Extract each line of the data and write it out again exactly.
Data extract section start
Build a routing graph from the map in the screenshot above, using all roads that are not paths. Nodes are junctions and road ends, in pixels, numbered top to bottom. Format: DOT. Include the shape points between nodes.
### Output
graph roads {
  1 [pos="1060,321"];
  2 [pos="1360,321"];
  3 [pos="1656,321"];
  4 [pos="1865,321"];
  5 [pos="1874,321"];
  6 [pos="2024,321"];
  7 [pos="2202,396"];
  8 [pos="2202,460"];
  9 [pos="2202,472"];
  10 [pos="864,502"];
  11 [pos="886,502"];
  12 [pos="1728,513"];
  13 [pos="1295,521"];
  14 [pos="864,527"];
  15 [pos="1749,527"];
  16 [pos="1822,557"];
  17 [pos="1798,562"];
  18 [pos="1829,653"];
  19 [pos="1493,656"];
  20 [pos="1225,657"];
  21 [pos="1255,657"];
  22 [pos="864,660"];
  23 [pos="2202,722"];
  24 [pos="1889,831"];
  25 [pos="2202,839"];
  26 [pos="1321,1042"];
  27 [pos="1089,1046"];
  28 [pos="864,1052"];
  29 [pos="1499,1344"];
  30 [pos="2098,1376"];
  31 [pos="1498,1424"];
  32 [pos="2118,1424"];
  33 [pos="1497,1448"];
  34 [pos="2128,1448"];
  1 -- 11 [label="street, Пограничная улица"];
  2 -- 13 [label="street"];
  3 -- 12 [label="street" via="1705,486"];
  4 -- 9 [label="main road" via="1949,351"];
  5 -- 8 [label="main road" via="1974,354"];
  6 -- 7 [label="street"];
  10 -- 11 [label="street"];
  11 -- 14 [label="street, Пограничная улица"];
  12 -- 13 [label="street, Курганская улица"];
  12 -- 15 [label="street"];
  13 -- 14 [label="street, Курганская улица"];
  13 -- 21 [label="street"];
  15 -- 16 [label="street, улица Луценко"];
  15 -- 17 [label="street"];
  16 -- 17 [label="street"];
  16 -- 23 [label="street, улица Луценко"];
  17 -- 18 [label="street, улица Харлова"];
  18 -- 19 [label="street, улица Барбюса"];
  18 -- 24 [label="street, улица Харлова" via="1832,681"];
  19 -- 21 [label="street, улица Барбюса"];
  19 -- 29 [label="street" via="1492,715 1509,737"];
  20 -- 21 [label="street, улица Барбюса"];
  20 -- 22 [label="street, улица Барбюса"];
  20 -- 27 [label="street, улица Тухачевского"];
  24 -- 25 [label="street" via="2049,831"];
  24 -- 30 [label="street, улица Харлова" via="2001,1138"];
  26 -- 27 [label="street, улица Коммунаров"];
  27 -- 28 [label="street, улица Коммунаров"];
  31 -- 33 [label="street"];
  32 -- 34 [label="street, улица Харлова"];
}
Data extract section end
-- Response --
Build a routing graph from the map in the screenshot above, using all roads that are not paths. Nodes are junctions and road ends, in pixels, numbered top to bottom. Format: DOT. Include the shape points between nodes.
### Output
graph roads {
  1 [pos="1060,321"];
  2 [pos="1360,321"];
  3 [pos="1656,321"];
  4 [pos="1865,321"];
  5 [pos="1874,321"];
  6 [pos="2024,321"];
  7 [pos="2202,396"];
  8 [pos="2202,460"];
  9 [pos="2202,472"];
  10 [pos="864,502"];
  11 [pos="886,502"];
  12 [pos="1728,513"];
  13 [pos="1295,521"];
  14 [pos="864,527"];
  15 [pos="1749,527"];
  16 [pos="1822,557"];
  17 [pos="1798,562"];
  18 [pos="1829,653"];
  19 [pos="1493,656"];
  20 [pos="1225,657"];
  21 [pos="1255,657"];
  22 [pos="864,660"];
  23 [pos="2202,722"];
  24 [pos="1889,831"];
  25 [pos="2202,839"];
  26 [pos="1321,1042"];
  27 [pos="1089,1046"];
  28 [pos="864,1052"];
  29 [pos="1499,1344"];
  30 [pos="2098,1376"];
  31 [pos="1498,1424"];
  32 [pos="2118,1424"];
  33 [pos="1497,1448"];
  34 [pos="2128,1448"];
  1 -- 11 [label="street, Пограничная улица"];
  2 -- 13 [label="street"];
  3 -- 12 [label="street" via="1705,486"];
  4 -- 9 [label="main road" via="1949,351"];
  5 -- 8 [label="main road" via="1974,354"];
  6 -- 7 [label="street"];
  10 -- 11 [label="street"];
  11 -- 14 [label="street, Пограничная улица"];
  12 -- 13 [label="street, Курганская улица"];
  12 -- 15 [label="street"];
  13 -- 14 [label="street, Курганская улица"];
  13 -- 21 [label="street"];
  15 -- 16 [label="street, улица Луценко"];
  15 -- 17 [label="street"];
  16 -- 17 [label="street"];
  16 -- 23 [label="street, улица Луценко"];
  17 -- 18 [label="street, улица Харлова"];
  18 -- 19 [label="street, улица Барбюса"];
  18 -- 24 [label="street, улица Харлова" via="1832,681"];
  19 -- 21 [label="street, улица Барбюса"];
  19 -- 29 [label="street" via="1492,715 1509,737"];
  20 -- 21 [label="street, улица Барбюса"];
  20 -- 22 [label="street, улица Барбюса"];
  20 -- 27 [label="street, улица Тухачевского"];
  24 -- 25 [label="street" via="2049,831"];
  24 -- 30 [label="street, улица Харлова" via="2001,1138"];
  26 -- 27 [label="street, улица Коммунаров"];
  27 -- 28 [label="street, улица Коммунаров"];
  31 -- 33 [label="street"];
  32 -- 34 [label="street, улица Харлова"];
}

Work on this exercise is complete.